Ratifikasi Perjanjian Paris Diminta Sejalan dengan Komitmen Penurunan Emisi

Reading time: 2 menit
ratifikasi perjanjian paris
Ilustrasi: pixabay.com

Jakarta (Greeners) – Pengesahan ratifikasi Perjanjian Paris menjadi Undang-Undang melalui Rapat Paripurna DPR akan menjadi manifestasi dari tanggung jawab politik negara untuk mengurangi dampak perubahan iklim yang telah dialami oleh jutaan warga negara, khususnya bagi kelompok rentan seperti nelayan tradisional, petani, hingga masyarakat adat yang menggantungkan sumber kehidupannya pada pengelolaan kekayaan alam.

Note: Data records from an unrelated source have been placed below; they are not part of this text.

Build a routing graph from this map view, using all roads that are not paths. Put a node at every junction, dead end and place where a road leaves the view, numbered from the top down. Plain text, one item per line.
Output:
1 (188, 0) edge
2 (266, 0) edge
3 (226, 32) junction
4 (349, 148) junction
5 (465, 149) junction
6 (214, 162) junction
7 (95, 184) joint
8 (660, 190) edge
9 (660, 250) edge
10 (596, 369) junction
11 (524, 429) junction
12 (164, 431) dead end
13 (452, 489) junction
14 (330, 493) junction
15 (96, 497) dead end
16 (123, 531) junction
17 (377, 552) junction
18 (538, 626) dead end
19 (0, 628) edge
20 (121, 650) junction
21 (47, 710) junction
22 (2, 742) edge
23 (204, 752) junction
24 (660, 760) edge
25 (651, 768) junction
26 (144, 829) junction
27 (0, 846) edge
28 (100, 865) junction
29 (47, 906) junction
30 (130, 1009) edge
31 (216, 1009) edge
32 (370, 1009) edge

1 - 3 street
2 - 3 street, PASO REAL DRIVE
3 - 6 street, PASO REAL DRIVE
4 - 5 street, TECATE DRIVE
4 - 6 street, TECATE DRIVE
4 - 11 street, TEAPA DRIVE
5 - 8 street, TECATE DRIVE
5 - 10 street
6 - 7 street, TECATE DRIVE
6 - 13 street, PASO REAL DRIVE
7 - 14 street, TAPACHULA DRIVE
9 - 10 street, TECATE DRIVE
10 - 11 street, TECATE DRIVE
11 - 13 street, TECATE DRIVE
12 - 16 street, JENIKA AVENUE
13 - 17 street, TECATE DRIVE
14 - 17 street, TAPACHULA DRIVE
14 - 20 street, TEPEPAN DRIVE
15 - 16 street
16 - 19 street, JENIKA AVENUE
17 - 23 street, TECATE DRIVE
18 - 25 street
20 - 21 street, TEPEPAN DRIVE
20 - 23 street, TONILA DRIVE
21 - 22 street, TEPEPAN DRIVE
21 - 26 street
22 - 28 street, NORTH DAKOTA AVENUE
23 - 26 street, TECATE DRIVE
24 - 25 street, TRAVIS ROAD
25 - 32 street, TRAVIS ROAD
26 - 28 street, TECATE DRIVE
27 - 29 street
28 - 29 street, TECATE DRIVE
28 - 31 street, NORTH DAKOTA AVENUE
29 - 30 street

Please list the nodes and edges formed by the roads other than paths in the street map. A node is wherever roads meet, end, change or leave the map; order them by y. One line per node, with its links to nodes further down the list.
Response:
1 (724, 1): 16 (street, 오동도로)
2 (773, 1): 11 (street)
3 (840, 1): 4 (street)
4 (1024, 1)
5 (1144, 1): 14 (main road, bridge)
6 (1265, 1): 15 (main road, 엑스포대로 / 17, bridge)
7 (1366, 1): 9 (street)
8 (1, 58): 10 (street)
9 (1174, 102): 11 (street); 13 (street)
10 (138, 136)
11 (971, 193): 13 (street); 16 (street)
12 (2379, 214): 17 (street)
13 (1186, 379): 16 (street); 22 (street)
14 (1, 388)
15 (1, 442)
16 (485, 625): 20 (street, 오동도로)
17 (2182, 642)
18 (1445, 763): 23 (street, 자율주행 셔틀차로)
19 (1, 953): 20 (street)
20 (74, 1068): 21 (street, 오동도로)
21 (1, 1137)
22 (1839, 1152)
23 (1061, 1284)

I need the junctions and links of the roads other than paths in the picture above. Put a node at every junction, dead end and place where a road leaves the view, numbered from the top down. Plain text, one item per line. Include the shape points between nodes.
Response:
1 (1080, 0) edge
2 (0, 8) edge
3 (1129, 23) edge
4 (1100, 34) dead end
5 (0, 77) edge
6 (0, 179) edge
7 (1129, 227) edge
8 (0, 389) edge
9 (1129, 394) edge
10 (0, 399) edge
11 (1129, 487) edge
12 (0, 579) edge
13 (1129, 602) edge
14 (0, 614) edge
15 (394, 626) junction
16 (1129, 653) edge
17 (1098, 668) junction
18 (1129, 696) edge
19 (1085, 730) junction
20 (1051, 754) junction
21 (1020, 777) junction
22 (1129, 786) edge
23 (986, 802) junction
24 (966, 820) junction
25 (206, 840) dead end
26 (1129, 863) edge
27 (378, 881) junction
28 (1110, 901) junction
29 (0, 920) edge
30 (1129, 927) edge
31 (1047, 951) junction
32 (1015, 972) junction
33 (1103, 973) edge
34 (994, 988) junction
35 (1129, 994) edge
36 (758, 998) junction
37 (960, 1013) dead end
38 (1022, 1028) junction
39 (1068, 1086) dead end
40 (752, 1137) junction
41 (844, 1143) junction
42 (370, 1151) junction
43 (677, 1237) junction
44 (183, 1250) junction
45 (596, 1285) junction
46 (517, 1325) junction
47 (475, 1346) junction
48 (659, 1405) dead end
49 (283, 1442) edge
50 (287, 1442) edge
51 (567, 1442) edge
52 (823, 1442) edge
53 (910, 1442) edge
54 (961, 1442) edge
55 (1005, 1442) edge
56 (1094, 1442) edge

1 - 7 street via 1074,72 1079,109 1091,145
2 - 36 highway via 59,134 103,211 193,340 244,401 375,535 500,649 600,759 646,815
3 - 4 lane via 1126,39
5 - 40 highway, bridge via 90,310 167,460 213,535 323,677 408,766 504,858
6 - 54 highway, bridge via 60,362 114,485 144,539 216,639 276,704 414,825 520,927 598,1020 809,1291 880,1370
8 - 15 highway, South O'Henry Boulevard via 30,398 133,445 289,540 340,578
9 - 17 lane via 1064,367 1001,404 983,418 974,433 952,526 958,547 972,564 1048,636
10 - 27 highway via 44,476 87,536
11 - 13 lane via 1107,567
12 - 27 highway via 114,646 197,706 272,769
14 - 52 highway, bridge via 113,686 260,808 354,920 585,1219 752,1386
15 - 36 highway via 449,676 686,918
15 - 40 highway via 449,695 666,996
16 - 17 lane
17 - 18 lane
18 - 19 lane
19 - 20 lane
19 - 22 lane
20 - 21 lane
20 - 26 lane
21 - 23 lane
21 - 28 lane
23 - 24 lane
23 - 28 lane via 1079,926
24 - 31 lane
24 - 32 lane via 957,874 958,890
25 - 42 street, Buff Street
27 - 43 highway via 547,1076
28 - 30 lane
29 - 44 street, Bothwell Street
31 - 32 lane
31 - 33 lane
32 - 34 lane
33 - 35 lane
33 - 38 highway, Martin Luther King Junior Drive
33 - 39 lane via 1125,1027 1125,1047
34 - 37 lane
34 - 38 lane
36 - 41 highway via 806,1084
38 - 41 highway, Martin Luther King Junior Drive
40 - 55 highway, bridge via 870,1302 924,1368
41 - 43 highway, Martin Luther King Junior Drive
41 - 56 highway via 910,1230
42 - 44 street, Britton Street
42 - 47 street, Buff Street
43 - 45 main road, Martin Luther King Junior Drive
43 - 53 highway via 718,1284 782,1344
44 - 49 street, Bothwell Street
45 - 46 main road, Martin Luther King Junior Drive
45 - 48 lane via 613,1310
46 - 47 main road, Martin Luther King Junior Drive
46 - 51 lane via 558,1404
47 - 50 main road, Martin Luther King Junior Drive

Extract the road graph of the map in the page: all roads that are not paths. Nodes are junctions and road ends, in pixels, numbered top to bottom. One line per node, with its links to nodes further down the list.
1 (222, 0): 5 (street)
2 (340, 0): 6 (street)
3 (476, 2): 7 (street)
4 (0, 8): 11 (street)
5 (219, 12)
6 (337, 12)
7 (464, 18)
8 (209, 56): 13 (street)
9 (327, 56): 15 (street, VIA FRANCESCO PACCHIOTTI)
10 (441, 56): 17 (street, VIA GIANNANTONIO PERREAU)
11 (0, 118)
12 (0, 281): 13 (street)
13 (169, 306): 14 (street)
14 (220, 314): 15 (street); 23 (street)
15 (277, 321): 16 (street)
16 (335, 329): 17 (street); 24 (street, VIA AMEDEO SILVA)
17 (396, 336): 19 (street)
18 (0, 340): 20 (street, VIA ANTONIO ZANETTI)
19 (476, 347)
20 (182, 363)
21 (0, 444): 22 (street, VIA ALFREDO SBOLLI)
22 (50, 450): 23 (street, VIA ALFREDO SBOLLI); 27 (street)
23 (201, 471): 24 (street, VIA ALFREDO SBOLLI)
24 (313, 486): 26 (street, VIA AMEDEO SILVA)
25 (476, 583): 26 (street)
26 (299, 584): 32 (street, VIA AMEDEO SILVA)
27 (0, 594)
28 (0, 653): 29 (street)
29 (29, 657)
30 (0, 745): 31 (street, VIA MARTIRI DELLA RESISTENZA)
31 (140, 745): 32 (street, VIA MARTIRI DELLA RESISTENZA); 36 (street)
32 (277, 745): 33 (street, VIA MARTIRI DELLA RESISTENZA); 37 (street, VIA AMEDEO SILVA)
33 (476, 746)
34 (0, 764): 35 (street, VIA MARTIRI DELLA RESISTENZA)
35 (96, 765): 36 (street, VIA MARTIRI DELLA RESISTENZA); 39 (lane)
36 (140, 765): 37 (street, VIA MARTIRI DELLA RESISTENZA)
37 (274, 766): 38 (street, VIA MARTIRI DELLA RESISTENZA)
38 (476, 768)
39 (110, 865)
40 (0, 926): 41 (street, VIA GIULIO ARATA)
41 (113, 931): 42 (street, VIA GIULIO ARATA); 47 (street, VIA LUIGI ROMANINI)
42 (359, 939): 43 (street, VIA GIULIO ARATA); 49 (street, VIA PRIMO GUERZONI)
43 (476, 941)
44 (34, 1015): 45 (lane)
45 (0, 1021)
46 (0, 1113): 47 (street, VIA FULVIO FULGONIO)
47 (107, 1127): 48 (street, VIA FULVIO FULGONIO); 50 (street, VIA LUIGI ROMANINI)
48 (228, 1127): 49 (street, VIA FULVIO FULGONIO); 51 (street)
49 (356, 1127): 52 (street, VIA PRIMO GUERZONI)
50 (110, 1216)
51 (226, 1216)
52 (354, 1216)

Wahana Lingkungan Hidup Indonesia (Walhi) menilai bahwa ratifikasi ini juga menjadi penting dan mendesak mengingat Indonesia merupakan salah satu negara yang rentan karena memiliki garis pantai terpanjang kedua di dunia dan juga negara kepulauan dengan jumlah belasan ribu pulau-pulau kecil.

Khalisah Khalid, Kepala Departemen Kampanye dan Perluasan Jaringan WALHI, mengatakan, ratifikasi ini merupakan langkah positif dari negara dan wujud pemenuhan tanggung jawab negara terhadap warga negara sebagaimana amanat konstitusi.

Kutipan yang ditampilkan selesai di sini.